__Material provided__.
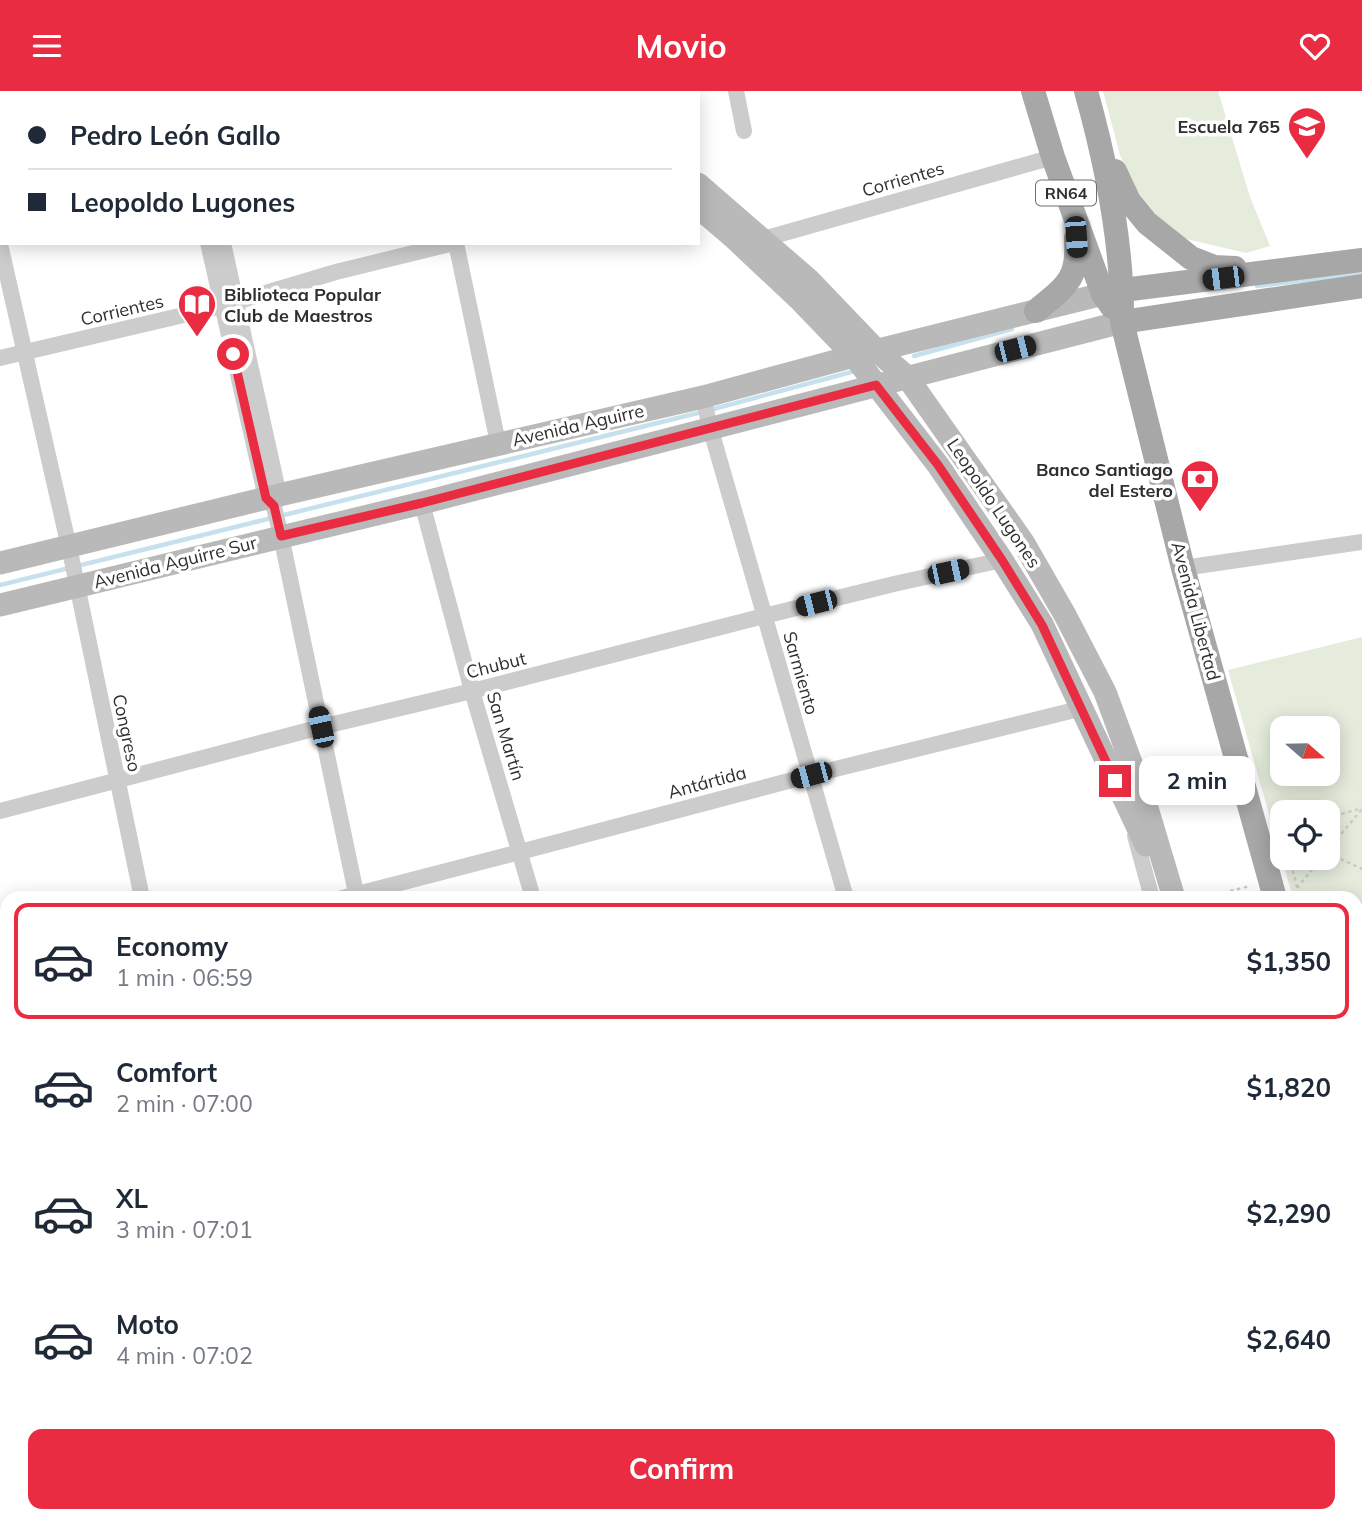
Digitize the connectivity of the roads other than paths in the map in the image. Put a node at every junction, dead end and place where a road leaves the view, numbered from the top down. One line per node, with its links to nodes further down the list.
1 (736, 91): 4 (street)
2 (1034, 91): 6 (main road, Avenida Libertad / RN64)
3 (1086, 91): 5 (main road, Avenida Libertad / RN64)
4 (744, 131)
5 (1098, 133): 17 (main road); 19 (main road, Avenida Libertad / RN64)
6 (1053, 157): 9 (main road, Avenida Libertad / RN64); 10 (street, Corrientes)
7 (700, 186): 10 (main road, Leopoldo Lugones)
8 (700, 209): 25 (main road, Leopoldo Lugones)
9 (1074, 216): 19 (main road, Avenida Libertad / RN64); 21 (main road)
10 (763, 239): 23 (main road, Leopoldo Lugones)
11 (0, 245): 24 (street)
12 (209, 245): 20 (street)
13 (223, 245): 20 (street)
14 (447, 245): 20 (street, Corrientes)
15 (455, 245): 30 (street)
16 (1362, 260): 17 (main road)
17 (1274, 272): 19 (main road)
18 (1362, 286): 22 (main road)
19 (1113, 292): 21 (main road); 22 (main road, Avenida Libertad / RN64)
20 (229, 303): 24 (street, Corrientes); 31 (street)
21 (1036, 311): 23 (main road)
22 (1122, 322): 27 (main road, Avenida Aguirre Sur); 38 (main road, Avenida Libertad)
23 (876, 350): 25 (main road, Avenida Aguirre); 27 (main road, Leopoldo Lugones)
24 (24, 352): 26 (street, Corrientes); 35 (street)
25 (854, 356): 28 (main road, Leopoldo Lugones); 29 (main road, Avenida Aguirre)
26 (0, 358)
27 (907, 377): 28 (main road, Avenida Aguirre Sur); 58 (main road, Leopoldo Lugones)
28 (876, 385): 29 (main road, Avenida Aguirre Sur); 36 (main road, Leopoldo Lugones)
29 (706, 412): 30 (main road, Avenida Aguirre); 32 (main road, Avenida Aguirre Sur); 41 (street, Sarmiento)
30 (498, 443): 31 (main road, Avenida Aguirre)
31 (273, 500): 33 (street); 35 (main road)
32 (422, 503): 33 (main road, Avenida Aguirre Sur); 42 (street, San Martín)
33 (280, 533): 39 (main road, Avenida Aguirre Sur); 44 (street)
34 (1362, 542): 38 (street)
35 (70, 551): 37 (main road); 39 (street, Congreso)
36 (1002, 560): 41 (street, Chubut); 43 (main road, Leopoldo Lugones)
37 (0, 563)
38 (1183, 568): 50 (main road, Avenida Libertad)
39 (76, 581): 40 (main road, Avenida Aguirre Sur); 46 (street, Congreso)
40 (0, 605)
41 (764, 616): 42 (street, Chubut); 45 (street, Sarmiento)
42 (472, 691): 44 (street, Chubut); 49 (street, San Martín)
43 (1083, 708): 45 (street, Antártida); 47 (main road, Leopoldo Lugones)
44 (321, 727): 46 (street, Chubut); 52 (street)
45 (811, 775): 49 (street, Antártida); 55 (street, Sarmiento)
46 (117, 780): 48 (street, Chubut); 51 (street, Congreso)
47 (1127, 803): 56 (street); 57 (main road, Leopoldo Lugones)
48 (0, 811)
49 (520, 852): 53 (street, Antártida); 54 (street, San Martín)
50 (1281, 889)
51 (141, 891)
52 (350, 891)
53 (374, 891)
54 (532, 891)
55 (844, 891)
56 (1150, 891)
57 (1164, 891)
58 (1172, 891)

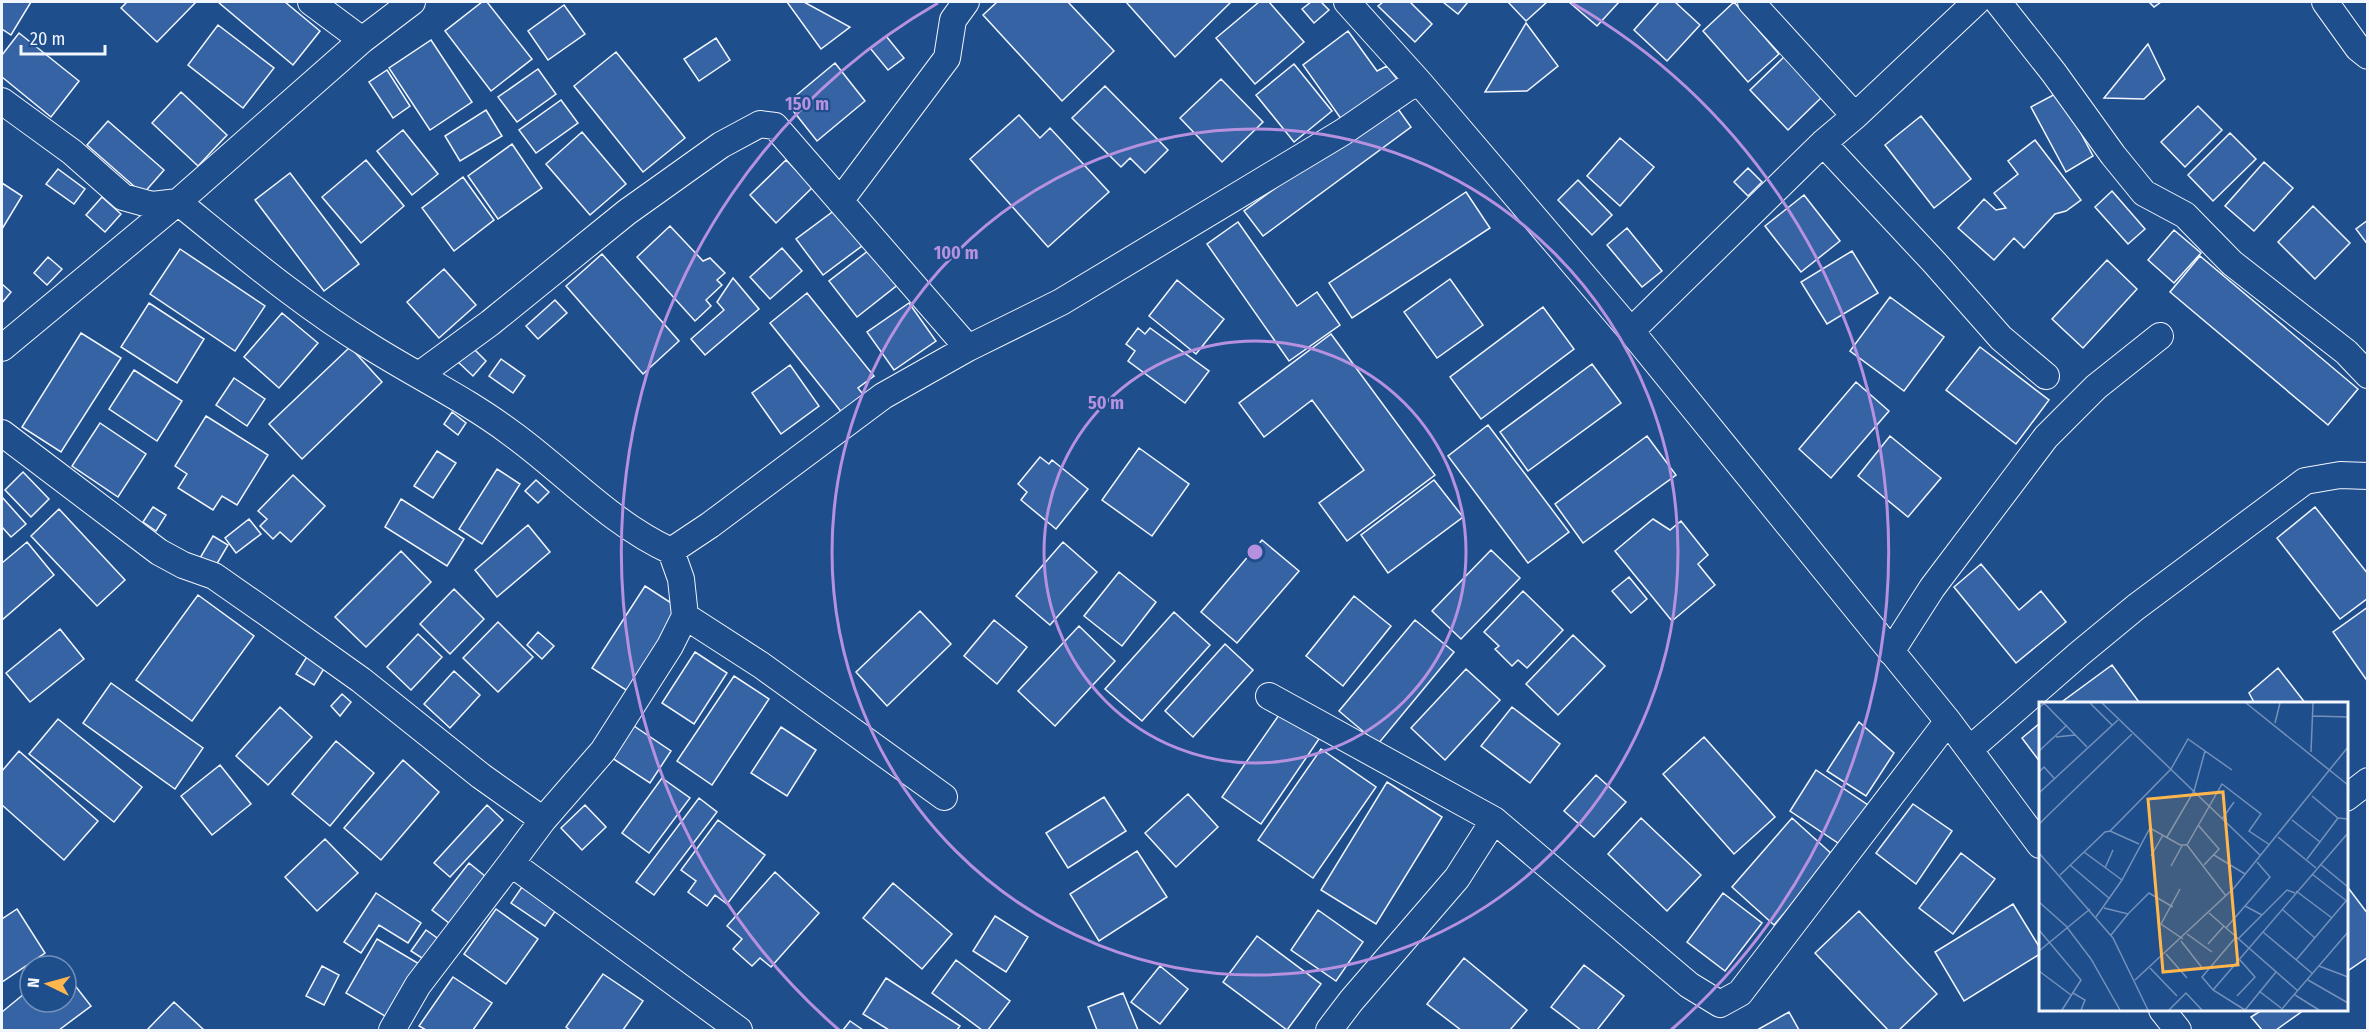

__Prompt__. Each record above needs to be copied exactly, with images left out.

__Solution to this exercise__.
Digitize the connectivity of the roads other than paths in the map in the image. Put a node at every junction, dead end and place where a road leaves the view, numbered from the top down. One line per node, with its links to nodes further down the list.
1 (736, 91): 4 (street)
2 (1034, 91): 6 (main road, Avenida Libertad / RN64)
3 (1086, 91): 5 (main road, Avenida Libertad / RN64)
4 (744, 131)
5 (1098, 133): 17 (main road); 19 (main road, Avenida Libertad / RN64)
6 (1053, 157): 9 (main road, Avenida Libertad / RN64); 10 (street, Corrientes)
7 (700, 186): 10 (main road, Leopoldo Lugones)
8 (700, 209): 25 (main road, Leopoldo Lugones)
9 (1074, 216): 19 (main road, Avenida Libertad / RN64); 21 (main road)
10 (763, 239): 23 (main road, Leopoldo Lugones)
11 (0, 245): 24 (street)
12 (209, 245): 20 (street)
13 (223, 245): 20 (street)
14 (447, 245): 20 (street, Corrientes)
15 (455, 245): 30 (street)
16 (1362, 260): 17 (main road)
17 (1274, 272): 19 (main road)
18 (1362, 286): 22 (main road)
19 (1113, 292): 21 (main road); 22 (main road, Avenida Libertad / RN64)
20 (229, 303): 24 (street, Corrientes); 31 (street)
21 (1036, 311): 23 (main road)
22 (1122, 322): 27 (main road, Avenida Aguirre Sur); 38 (main road, Avenida Libertad)
23 (876, 350): 25 (main road, Avenida Aguirre); 27 (main road, Leopoldo Lugones)
24 (24, 352): 26 (street, Corrientes); 35 (street)
25 (854, 356): 28 (main road, Leopoldo Lugones); 29 (main road, Avenida Aguirre)
26 (0, 358)
27 (907, 377): 28 (main road, Avenida Aguirre Sur); 58 (main road, Leopoldo Lugones)
28 (876, 385): 29 (main road, Avenida Aguirre Sur); 36 (main road, Leopoldo Lugones)
29 (706, 412): 30 (main road, Avenida Aguirre); 32 (main road, Avenida Aguirre Sur); 41 (street, Sarmiento)
30 (498, 443): 31 (main road, Avenida Aguirre)
31 (273, 500): 33 (street); 35 (main road)
32 (422, 503): 33 (main road, Avenida Aguirre Sur); 42 (street, San Martín)
33 (280, 533): 39 (main road, Avenida Aguirre Sur); 44 (street)
34 (1362, 542): 38 (street)
35 (70, 551): 37 (main road); 39 (street, Congreso)
36 (1002, 560): 41 (street, Chubut); 43 (main road, Leopoldo Lugones)
37 (0, 563)
38 (1183, 568): 50 (main road, Avenida Libertad)
39 (76, 581): 40 (main road, Avenida Aguirre Sur); 46 (street, Congreso)
40 (0, 605)
41 (764, 616): 42 (street, Chubut); 45 (street, Sarmiento)
42 (472, 691): 44 (street, Chubut); 49 (street, San Martín)
43 (1083, 708): 45 (street, Antártida); 47 (main road, Leopoldo Lugones)
44 (321, 727): 46 (street, Chubut); 52 (street)
45 (811, 775): 49 (street, Antártida); 55 (street, Sarmiento)
46 (117, 780): 48 (street, Chubut); 51 (street, Congreso)
47 (1127, 803): 56 (street); 57 (main road, Leopoldo Lugones)
48 (0, 811)
49 (520, 852): 53 (street, Antártida); 54 (street, San Martín)
50 (1281, 889)
51 (141, 891)
52 (350, 891)
53 (374, 891)
54 (532, 891)
55 (844, 891)
56 (1150, 891)
57 (1164, 891)
58 (1172, 891)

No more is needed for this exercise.